This locale differs from most others because it does not provide access to local cultural conventions.

language_territory.UTF-8
These locales limit classification information to the characters in a particular native language, make country-specific data available to your application, and assume file data follows UTF-8 encoding rules. The operating system locales that support the euro monetary symbol use either UTF-8 or ISO 8859-15 codesets.
The Unicode UTF-8 codeset supports Catalan/Spain, Czech Republic, Danish, Dutch, English/Great Britain, English/United States, Finnish, Flemish, French/Belgium, French/Canada, French/Swiss, German/Swiss, German, Greek, Hungarian, Icelandic, Italian, Japanese, Korean, Lithuanian, Norwegian, Polish, Portuguese, Russian, Slovak, Slovene, Spanish, Swedish, Turkish, simplified Chinese (Hanzi), and traditional Chinese (Hanyu). See Unicode(5).

native_locale_name
These locales use UTF-32 as internal processing code. The codeset portion of the native_locale_name (for example, ISO8859-1) specifies the file code. Also, the locale provides classification information for the native language characters, but not for the full set of UTF-32 characters. Country specific information is available to the application; the LC_COLLATE, LC_MESSAGES, LC_MONETARY, LC_NUMERIC, and LC_TIME category definitions match the definition in native_language_name.

native_language_name@ucs4
These locales are provided for compatibility with existing applications that use the @ucs4 locales. They function the same as the native_locale_name locales, but the list of locales provided is not as complete as the native_language_name locales.

See Section 2.5 for information on locale categories, such as LC_TIME. See Unicode(5) and Section 2.1 for information on locales and comparisons of data handling. See euro(5) for more information on the euro monetary symbol.

See Unicode(5) for detailed information about support for UCS-2, UCS-4, UTF-8, UTF-16, and UTF-32. For information on how codesets are supported for a particular local language, see the reference page for that language. Reference pages for languages, particularly Asian languages, might note additional codesets that are not supported in a locale but for which there is a codeset converter.

The following sections discuss important issues that affect the way you write source code when your program must process characters in different codesets:

Ensuring data transparency (Section 2.2.1)

Using in-code literals (Section 2.2.2)

Manipulating characters that span multiple bytes (Section 2.2.3)

Converting between multibyte-character and wide-character data (Section 2.2.4)

Rules for multibyte characters in source and executable codesets (Section 2.2.5)

Classifying characters (Section 2.2.6)

Converting characters (Section 2.2.7)

Comparing strings (Section 2.2.8)

2.2.1 Ensuring Data Transparency

As discussed in Section 2.2, internationalized software must accommodate a wide variety of character-encoding schemes. Programs cannot assume that a particular codeset is on all systems that conform to requirements in the X/Open UNIX CAE specifications, nor that individual characters occupy a fixed number of bits.
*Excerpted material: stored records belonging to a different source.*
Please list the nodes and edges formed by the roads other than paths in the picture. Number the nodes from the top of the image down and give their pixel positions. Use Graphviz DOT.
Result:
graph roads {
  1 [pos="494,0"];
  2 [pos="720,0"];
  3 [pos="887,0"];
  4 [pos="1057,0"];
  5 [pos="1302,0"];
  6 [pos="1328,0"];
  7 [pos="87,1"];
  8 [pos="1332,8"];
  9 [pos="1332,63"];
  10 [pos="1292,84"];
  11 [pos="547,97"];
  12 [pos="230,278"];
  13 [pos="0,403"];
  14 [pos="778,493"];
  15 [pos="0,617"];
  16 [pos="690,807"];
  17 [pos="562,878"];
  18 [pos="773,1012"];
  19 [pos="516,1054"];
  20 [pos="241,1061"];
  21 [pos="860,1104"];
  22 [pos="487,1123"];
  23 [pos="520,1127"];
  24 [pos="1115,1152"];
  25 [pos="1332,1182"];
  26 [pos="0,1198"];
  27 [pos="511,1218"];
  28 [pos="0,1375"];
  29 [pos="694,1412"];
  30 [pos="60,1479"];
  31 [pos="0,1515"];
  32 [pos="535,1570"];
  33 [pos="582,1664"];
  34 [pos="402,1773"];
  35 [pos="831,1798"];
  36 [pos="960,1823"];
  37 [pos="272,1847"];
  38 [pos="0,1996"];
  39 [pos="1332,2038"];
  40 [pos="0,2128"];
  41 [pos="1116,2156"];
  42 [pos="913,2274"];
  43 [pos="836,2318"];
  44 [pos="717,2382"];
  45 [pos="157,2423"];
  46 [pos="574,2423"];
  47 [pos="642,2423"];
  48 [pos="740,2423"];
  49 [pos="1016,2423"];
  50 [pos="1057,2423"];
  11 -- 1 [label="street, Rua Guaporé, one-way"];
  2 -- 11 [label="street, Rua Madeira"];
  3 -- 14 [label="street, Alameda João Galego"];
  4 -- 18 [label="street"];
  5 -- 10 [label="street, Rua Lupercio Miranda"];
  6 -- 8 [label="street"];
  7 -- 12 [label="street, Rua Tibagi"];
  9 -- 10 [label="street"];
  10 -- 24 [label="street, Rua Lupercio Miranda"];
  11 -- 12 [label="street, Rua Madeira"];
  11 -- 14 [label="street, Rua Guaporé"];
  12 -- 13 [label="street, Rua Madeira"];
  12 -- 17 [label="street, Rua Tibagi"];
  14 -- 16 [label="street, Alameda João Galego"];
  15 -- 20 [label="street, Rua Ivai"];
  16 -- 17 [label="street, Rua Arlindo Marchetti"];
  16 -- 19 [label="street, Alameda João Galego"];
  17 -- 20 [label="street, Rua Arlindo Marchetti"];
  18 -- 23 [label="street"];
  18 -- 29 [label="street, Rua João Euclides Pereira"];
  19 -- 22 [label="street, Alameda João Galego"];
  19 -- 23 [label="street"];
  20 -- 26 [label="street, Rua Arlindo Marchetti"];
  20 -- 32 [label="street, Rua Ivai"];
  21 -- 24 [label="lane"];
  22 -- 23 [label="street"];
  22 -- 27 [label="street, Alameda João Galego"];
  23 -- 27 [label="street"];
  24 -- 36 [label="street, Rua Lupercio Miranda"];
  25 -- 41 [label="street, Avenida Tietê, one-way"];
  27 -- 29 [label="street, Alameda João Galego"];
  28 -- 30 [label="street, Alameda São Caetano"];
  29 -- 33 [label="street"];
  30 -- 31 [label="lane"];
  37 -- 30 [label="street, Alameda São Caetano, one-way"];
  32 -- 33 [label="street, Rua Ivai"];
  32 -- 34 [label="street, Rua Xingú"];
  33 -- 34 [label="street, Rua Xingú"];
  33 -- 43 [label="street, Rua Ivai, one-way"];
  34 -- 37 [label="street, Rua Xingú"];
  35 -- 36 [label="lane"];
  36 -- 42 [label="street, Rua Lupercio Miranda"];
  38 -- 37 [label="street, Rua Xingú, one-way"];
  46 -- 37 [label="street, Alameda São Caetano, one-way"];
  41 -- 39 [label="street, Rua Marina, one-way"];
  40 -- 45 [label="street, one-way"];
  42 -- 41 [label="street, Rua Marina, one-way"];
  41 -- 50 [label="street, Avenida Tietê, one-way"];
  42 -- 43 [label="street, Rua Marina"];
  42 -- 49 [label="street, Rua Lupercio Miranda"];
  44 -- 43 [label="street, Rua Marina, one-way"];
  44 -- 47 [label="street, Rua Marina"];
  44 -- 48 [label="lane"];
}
Because of the historical dependence of UNIX systems on 7-bit ASCII character encoding, some programs use the most significant bit (MSB) of a byte for their own internal purposes. This was a dubious programming practice, although quite safe when characters in the underlying codeset always mapped to the remaining 7 bits of the byte. In the world of international codesets, the practice of using the most significant bit of a byte for program purposes must be avoided.

2.2.2 Using In-Code Literals

When you write internationalized software, avoid using in-code literals. Consider, for example, the following conditional statement:

if ((c = getchar()) == \141)

This condition assumes that lowercase a is always represented by a fixed octal value, which may not be true for all codesets. Use a function, instead of an in-code literal. Consider the following statement that uses a getchar() function to substitute a character constant for the octal value:

if ((c = getchar()) == 'a')

However, because the getchar() function operates on bytes, the statement would not work correctly if the next character in the input stream spanned multiple bytes. To avoid this problem, substitute the getwchar() function for the getchar() function. The getwchar() function, as used in the example, works correctly with any codeset because a is a member of the PCS and is transformed into the same wide-character value in all locales.
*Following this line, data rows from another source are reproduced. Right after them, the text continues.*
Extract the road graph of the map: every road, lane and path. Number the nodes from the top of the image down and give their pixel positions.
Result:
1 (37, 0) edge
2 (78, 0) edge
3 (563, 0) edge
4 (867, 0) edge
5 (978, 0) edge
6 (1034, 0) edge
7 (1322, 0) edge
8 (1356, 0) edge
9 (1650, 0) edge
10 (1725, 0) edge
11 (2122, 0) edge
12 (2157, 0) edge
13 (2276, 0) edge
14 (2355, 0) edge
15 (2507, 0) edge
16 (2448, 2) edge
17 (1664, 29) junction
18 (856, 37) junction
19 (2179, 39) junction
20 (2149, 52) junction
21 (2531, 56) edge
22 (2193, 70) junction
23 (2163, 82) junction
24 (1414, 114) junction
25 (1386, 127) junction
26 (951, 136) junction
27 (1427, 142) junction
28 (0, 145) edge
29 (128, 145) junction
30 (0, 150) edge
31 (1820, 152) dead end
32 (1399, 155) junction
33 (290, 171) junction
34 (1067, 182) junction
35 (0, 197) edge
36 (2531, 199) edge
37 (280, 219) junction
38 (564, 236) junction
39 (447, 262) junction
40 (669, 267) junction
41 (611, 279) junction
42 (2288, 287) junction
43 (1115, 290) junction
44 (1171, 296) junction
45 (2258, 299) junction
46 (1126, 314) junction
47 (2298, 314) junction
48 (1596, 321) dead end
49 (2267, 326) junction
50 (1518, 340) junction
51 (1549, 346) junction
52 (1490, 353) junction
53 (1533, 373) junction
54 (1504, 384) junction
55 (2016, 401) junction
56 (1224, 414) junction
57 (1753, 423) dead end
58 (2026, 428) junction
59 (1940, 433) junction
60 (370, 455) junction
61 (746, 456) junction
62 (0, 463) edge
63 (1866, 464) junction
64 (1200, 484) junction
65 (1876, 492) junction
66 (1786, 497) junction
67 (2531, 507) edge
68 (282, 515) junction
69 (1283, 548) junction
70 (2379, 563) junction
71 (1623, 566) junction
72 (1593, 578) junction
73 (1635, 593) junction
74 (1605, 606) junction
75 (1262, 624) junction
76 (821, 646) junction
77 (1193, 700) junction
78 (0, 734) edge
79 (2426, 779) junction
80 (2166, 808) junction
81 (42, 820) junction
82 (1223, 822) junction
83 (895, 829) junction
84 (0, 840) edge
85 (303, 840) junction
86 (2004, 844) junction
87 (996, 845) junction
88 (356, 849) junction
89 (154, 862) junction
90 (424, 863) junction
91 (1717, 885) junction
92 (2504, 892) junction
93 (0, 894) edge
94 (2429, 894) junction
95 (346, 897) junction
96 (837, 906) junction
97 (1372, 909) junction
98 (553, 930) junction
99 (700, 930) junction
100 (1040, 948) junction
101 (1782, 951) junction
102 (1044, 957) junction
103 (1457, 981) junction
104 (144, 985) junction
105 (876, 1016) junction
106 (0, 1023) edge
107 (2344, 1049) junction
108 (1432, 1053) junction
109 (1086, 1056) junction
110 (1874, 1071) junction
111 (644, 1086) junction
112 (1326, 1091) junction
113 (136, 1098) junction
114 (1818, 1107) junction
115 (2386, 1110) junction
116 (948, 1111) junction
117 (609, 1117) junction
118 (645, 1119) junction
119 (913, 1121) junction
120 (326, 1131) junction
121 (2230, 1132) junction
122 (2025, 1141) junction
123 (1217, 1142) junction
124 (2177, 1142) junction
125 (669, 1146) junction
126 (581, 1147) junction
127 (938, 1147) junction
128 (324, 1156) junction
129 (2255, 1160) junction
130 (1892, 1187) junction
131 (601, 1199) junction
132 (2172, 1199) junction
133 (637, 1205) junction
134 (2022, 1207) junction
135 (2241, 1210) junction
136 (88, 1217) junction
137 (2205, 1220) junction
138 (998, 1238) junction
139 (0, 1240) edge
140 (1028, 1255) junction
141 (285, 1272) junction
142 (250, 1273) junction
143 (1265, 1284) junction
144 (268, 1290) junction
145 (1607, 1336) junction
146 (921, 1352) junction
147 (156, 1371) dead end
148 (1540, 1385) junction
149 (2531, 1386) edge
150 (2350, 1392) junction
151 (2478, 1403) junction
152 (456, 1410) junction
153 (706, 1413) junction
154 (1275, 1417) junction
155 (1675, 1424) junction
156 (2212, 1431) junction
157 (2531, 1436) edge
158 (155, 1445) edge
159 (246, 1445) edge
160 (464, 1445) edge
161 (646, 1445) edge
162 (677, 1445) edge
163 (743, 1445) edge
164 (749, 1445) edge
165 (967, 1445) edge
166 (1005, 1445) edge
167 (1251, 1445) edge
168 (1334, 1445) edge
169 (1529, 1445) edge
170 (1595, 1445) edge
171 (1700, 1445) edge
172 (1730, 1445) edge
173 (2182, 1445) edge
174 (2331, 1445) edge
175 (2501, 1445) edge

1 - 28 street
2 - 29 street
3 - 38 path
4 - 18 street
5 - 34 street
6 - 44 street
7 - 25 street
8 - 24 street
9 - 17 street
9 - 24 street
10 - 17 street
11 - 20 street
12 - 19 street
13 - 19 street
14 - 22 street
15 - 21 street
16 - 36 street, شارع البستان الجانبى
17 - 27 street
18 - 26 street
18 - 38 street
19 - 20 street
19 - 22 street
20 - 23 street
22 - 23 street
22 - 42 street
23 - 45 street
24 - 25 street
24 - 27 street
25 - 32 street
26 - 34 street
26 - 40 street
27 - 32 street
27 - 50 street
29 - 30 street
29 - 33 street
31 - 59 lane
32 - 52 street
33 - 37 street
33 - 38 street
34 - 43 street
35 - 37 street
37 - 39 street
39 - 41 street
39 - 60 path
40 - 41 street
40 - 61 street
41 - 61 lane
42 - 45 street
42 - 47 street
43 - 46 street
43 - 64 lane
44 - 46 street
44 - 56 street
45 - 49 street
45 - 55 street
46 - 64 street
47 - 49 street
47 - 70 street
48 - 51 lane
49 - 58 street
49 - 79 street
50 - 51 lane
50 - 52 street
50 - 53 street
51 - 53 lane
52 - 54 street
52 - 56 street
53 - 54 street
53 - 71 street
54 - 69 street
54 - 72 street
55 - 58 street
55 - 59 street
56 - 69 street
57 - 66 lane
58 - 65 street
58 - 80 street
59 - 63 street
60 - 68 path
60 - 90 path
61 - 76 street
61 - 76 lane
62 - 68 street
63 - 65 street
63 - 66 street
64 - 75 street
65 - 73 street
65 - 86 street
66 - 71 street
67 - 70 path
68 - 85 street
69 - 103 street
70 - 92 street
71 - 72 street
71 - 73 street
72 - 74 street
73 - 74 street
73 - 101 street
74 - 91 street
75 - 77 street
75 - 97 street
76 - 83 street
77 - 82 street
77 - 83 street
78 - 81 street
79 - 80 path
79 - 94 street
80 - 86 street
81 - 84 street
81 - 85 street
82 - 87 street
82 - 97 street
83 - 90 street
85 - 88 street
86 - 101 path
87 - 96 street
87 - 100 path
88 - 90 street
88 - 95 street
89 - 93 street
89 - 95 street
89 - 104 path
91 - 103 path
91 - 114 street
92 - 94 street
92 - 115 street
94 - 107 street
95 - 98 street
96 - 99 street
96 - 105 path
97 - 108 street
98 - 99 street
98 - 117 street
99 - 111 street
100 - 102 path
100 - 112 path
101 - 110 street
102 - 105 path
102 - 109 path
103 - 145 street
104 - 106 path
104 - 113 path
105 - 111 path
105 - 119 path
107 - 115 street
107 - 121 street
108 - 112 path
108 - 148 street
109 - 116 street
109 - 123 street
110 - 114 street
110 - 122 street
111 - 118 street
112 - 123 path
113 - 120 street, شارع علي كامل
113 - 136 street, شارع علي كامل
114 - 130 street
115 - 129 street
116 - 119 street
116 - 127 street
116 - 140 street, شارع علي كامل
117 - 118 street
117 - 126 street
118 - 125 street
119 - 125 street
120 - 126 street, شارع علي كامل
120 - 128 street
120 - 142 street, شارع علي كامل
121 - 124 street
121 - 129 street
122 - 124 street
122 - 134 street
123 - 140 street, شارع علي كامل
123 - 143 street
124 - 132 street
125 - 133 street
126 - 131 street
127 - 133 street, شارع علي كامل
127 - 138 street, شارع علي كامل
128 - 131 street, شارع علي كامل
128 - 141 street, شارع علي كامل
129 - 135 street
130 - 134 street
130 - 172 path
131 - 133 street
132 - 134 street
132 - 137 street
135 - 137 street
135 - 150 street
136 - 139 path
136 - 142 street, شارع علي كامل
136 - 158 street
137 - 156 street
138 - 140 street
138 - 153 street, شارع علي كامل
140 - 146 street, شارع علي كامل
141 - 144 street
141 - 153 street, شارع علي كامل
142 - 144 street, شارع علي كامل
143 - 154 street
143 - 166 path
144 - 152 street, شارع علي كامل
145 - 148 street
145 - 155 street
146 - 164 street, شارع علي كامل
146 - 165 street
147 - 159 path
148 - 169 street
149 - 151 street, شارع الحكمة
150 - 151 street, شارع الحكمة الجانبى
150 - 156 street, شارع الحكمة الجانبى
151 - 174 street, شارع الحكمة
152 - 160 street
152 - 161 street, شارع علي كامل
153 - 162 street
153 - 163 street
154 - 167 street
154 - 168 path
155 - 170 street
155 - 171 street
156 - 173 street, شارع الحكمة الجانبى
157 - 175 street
if ((c = getwchar()) == L'a')

The X/Open UNIX standard specifies that each member of the source character set and each escape sequence in character constants and string literals is converted to the same member of the execution character set in all locales. Thus, you can safely use any of the characters in the PCS as a character constant or in string literals. Non-English language characters are not included in the PCS and may not translate correctly when used as literals. Consider the following example:

if ((c = getwchar()) == L' à ')

The accented character à may not be represented in the codeset's source character set or execution character set. Also, the binary value of the accented character may not be translatable from one set to the other. When source files specify non-English language characters in constants, the results are undefined. In cases such as this, it can be helpful to employ a consistent use of Unicode locales.
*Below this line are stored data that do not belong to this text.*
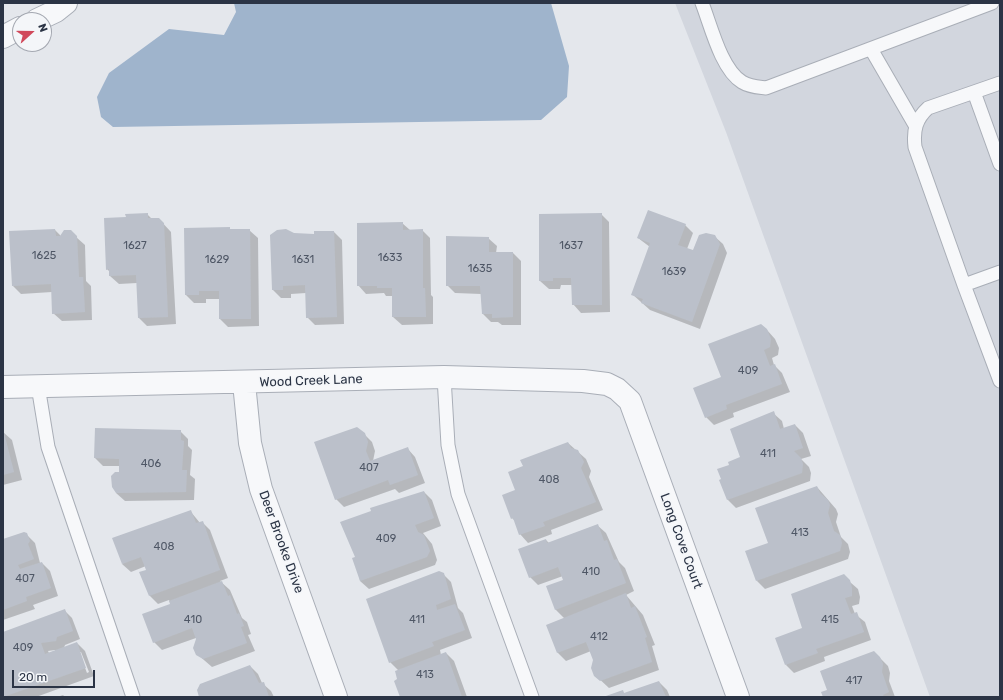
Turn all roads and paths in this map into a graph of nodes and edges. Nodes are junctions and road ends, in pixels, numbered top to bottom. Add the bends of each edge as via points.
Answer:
1 (66, 3) edge
2 (702, 3) edge
3 (992, 3) edge
4 (52, 13) edge
5 (871, 49) junction
6 (1000, 83) edge
7 (974, 92) junction
8 (915, 125) junction
9 (1000, 164) edge
10 (1000, 272) edge
11 (964, 286) junction
12 (444, 377) junction
13 (1000, 381) edge
14 (244, 383) junction
15 (38, 386) junction
16 (3, 387) edge
17 (617, 389) joint
18 (133, 697) edge
19 (336, 697) edge
20 (532, 697) edge
21 (738, 697) edge

1 - 4 street
2 - 5 lane via 726,65 733,75 754,87 766,88
3 - 5 lane
5 - 8 lane
6 - 7 lane
7 - 8 lane via 928,108 920,115
7 - 9 lane
8 - 11 lane via 916,147
10 - 11 lane
11 - 13 lane
12 - 14 street, Wood Creek Lane
12 - 17 street, Wood Creek Lane via 583,381 607,384
12 - 20 lane via 448,445 458,494
14 - 15 street, Wood Creek Lane
14 - 19 street, Deer Brooke Drive via 250,443 261,489
15 - 16 street, Wood Creek Lane
15 - 18 lane via 48,447
17 - 21 street, Long Cove Court via 633,408

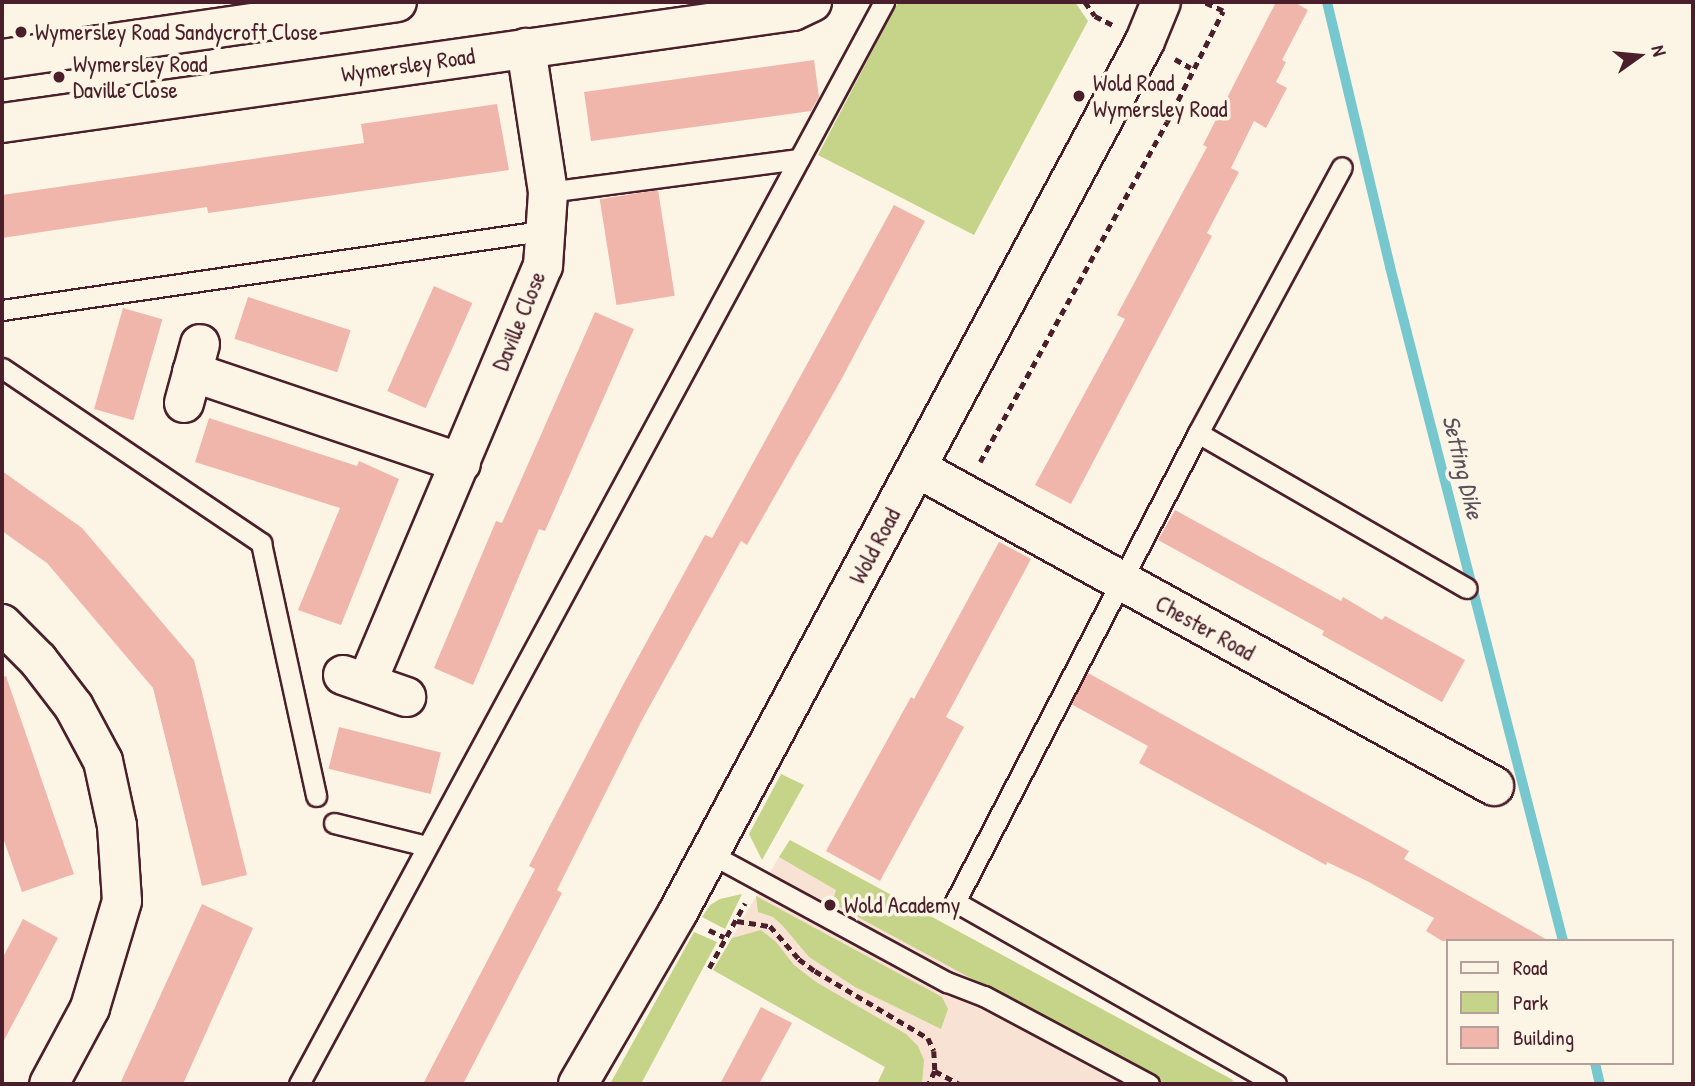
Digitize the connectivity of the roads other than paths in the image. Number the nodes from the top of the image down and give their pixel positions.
1 (397, 2) edge
2 (812, 2) edge
3 (884, 2) edge
4 (1161, 2) edge
5 (526, 48) junction
6 (2, 58) edge
7 (2, 123) edge
8 (799, 159) junction
9 (1342, 167) dead end
10 (548, 192) junction
11 (548, 230) junction
12 (2, 310) edge
13 (2, 368) edge
14 (192, 373) dead end
15 (1198, 433) junction
16 (461, 463) junction
17 (917, 468) junction
18 (1120, 582) junction
19 (1466, 588) dead end
20 (2, 624) edge
21 (406, 696) dead end
22 (1494, 786) dead end
23 (316, 796) dead end
24 (334, 823) dead end
25 (426, 846) junction
26 (709, 853) junction
27 (49, 1084) edge
28 (299, 1084) edge
29 (578, 1084) edge
30 (1149, 1084) edge
31 (1276, 1084) edge

1 - 6 street
2 - 5 street, Wymersley Road
3 - 8 lane
4 - 17 street, Wold Road
5 - 7 street, Wymersley Road
5 - 10 street, Daville Close
8 - 10 lane
8 - 25 lane
9 - 15 lane
10 - 11 street, Daville Close
11 - 12 lane
11 - 16 street, Daville Close
13 - 23 lane
14 - 16 street
15 - 18 lane
15 - 19 lane
16 - 21 street, Daville Close
17 - 18 street, Chester Road
17 - 26 street, Wold Road
18 - 22 street, Chester Road
18 - 31 lane
20 - 27 street
24 - 25 lane
25 - 28 lane
26 - 29 street, Wold Road
26 - 30 lane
The following example illustrates how to construct a test for a constant that for whatever reason may be a non-English language character. The constant has been defined in a message catalog with the symbolic identifier MSG_ID. Statements in the example retrieve the value for MSG_ID from the message catalog, which is locale specific and bound to the program at run time.


.
.
.
char *schar;      [1]
wchar_t wchar;    [2]

.
.
.
schar = catgets(catd,NL_SETD,MSG_ID,"a");  [3]
if (mbtowc (&wchar,schar,MB_CUR_MAX) == -1)  [4]
        error();
if ((c = getwchar()) == wchar)  [5]

.
.
.

Declares a pointer to schar as char. [Return to example]

Declares the variable wchar to be of type wchar_t. [Return to example]

Calls the catgets() function to retrieve the value of MSG_ID from the message catalog for the user's locale.
The catgets() function returns a value as an array of bytes so the value is returned to the schar variable. If the accented character is not available in the locale's codeset, the test is made against the unaccented base character (a). [Return to example]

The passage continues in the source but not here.